Tuesday, June 29, 2010

Me Teacher, You Student

I’ve been having an interesting conversation with a friend about Stanley Fish, who opines about education (among other things) in the New York Times. Having read only a few of his columns, I have a generally favorable impression of him; in the columns I’ve read, his main point was that teachers should not make it their business to indoctrinate their students with their own political beliefs and attitudes. My friend, who has read more of him, though, suggested that he has an authoritarian side that was not apparent from those columns.

I started to see what she meant when I read Fish’s column in today's Times. Fish is writing about the use of student evaluations to assess the performance of college professors and teachers generally. Last week Fish laid out his objections to the practice, and this week he compiles a list of reactions from his readers -- almost all of whom are teachers who bristle at having their students play a role in their employers’ assessment of how well they are doing their jobs.

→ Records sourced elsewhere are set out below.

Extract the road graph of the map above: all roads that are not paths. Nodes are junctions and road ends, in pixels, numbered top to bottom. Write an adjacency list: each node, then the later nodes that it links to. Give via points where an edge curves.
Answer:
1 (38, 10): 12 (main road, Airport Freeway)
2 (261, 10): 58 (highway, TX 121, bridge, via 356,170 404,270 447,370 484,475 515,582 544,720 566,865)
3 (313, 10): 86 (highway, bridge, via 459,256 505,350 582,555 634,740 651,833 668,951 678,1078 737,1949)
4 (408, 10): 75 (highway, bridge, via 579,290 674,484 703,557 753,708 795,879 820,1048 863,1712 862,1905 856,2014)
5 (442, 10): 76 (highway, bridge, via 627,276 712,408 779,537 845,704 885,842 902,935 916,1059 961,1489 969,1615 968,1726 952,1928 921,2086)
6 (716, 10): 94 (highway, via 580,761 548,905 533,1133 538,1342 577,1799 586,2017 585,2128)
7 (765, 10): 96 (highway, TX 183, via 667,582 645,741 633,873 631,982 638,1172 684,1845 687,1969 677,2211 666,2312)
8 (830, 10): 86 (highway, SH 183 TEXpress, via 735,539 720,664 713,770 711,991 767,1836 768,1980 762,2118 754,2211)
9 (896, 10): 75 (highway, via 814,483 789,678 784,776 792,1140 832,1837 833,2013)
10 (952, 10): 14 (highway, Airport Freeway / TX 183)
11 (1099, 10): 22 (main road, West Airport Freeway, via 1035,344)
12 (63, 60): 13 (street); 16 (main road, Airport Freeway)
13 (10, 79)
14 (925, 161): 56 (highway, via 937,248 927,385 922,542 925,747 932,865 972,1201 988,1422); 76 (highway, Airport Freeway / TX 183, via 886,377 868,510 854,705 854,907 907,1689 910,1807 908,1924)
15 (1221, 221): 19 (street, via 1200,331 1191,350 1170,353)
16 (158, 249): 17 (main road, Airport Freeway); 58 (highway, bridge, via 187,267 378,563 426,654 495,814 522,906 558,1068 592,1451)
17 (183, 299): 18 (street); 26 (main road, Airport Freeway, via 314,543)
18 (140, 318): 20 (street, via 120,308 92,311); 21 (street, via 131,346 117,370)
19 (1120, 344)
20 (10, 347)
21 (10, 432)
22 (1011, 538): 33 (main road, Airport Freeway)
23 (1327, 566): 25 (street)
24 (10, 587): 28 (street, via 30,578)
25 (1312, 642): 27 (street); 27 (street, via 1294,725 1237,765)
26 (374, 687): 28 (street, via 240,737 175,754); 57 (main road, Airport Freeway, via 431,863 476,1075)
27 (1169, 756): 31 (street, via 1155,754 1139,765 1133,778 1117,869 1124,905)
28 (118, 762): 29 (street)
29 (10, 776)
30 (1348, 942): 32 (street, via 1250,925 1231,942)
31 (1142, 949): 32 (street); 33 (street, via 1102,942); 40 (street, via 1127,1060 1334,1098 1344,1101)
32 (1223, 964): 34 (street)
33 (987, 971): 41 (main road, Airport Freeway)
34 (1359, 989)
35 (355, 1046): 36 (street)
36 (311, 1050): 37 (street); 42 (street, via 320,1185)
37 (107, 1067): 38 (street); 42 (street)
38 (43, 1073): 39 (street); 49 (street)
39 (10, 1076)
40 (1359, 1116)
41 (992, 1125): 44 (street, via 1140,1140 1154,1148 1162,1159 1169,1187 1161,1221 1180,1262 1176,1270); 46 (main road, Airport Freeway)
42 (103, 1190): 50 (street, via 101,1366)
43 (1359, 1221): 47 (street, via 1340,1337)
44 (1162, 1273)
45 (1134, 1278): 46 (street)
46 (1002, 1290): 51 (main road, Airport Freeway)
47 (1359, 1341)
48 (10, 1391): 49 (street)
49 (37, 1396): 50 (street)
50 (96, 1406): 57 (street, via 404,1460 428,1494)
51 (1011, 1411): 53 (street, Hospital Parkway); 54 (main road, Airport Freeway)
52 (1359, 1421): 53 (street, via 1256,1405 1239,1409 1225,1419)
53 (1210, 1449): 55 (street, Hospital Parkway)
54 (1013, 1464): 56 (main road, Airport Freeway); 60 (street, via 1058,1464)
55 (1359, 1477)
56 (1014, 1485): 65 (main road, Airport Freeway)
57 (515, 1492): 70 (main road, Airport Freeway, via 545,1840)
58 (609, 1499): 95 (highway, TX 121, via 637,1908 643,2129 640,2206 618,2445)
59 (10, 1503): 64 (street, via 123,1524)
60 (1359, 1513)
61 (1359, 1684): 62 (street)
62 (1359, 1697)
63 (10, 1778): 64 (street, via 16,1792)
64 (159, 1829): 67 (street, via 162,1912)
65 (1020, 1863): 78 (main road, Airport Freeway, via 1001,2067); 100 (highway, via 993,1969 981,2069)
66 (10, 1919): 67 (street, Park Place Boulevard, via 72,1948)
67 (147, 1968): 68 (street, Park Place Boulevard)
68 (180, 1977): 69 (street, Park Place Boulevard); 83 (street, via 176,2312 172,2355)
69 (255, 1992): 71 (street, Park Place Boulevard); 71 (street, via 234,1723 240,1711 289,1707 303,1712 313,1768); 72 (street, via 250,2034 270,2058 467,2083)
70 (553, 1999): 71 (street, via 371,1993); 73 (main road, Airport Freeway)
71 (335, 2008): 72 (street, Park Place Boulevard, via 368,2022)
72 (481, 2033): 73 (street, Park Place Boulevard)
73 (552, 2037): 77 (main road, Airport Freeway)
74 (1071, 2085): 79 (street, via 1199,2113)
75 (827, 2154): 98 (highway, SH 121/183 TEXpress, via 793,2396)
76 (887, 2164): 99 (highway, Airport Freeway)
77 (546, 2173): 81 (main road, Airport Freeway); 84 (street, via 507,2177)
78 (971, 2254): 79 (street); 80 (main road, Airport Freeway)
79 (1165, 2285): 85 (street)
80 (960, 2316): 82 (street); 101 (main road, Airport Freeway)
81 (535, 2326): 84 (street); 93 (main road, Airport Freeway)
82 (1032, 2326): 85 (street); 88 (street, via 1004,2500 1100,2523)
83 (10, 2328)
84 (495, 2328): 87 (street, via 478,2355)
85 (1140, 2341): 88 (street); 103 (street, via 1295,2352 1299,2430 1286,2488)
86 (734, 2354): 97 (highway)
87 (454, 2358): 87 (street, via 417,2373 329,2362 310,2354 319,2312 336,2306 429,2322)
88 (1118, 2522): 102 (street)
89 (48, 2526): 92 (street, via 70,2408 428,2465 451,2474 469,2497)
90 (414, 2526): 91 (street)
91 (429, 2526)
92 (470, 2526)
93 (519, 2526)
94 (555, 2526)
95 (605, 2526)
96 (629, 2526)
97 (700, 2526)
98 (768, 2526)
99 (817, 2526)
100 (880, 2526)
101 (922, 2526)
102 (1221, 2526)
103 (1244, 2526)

As a teacher at a professional school, I am evaluated by my students at the end of every semester, so I know where many of these critics are coming from. No one likes reading his or her own teaching evaluations; one anonymous zinger is all it takes to ruin your week. Some of Fish’s concerns about the process are entirely valid. Being liked -- which is arguably what the evaluations measure – isn’t the same as being an effective teacher. And creating an incentive for teachers to pander to the students is not a recipe for quality teaching.

But I couldn’t help feeling uncomfortable with the attitude underlying the criticisms that Fish and his correspondents are making. Many of these writers would be among the first to object to self-regulation when it is proposed for the oil or financial industries, but sound very different when their own interests are at stake. And to justify what would otherwise look like a clear conflict of interest, they resort to a very authoritarian and infantilizing model of education. The students are assumed to be incapable of thinking intelligently about their own development, a job best left to the authorities, who, entirely unscrutinized by anyone but their peers, will of course act only in the students’ best interests, not their own. Fish approvingly quotes one correspondent: “Sorry kids, you are not the authority in the classroom. Me Teacher. You student. Me Teach, you learn. End of discussion.” (Notice the use of “kids” to refer to college-age adults.)

At most, Fish suggests, students might be asked only factual questions (Did the professor show up on time?), rather than to give their opinions about the teacher’s effectiveness. That way we could “detect ‘bad actors’ without falling into the error of putting students in charge of their own education.”

The error of putting students in charge of their own education. What I would like most as a teacher is for my students to take charge of their own education -- to actually think about what they want from an education, about how they learn, about what it means to be well-educated. We want students to think critically about Eighteenth-century British literature and the origins of the industrial revolution, but not about the one institution that governs most of their waking hours, and that has the most direct impact on their lives. Instead, from kindergarten on, school is the one area about which critical thinking is discouraged, frowned upon, even punished (try criticizing a teacher or administrator when you’re in high school). “Me Teacher, You Student” really is the end of that discussion. Maybe that’s because young people are incapable of forming intelligent opinions and so should be discouraged from trying. Or maybe it’s because the authorities who run educational institutions don’t like being criticized any more than anyone else.

You cannot deprive people of all input into the institutions that govern their lives for their first eighteen years (and beyond, if Fish and his correspondents had their way) and then expect them to become intelligent, capable citizens of a democracy upon turning eighteen. For that reason alone, teachers and professors should suck it up and let the students have their say.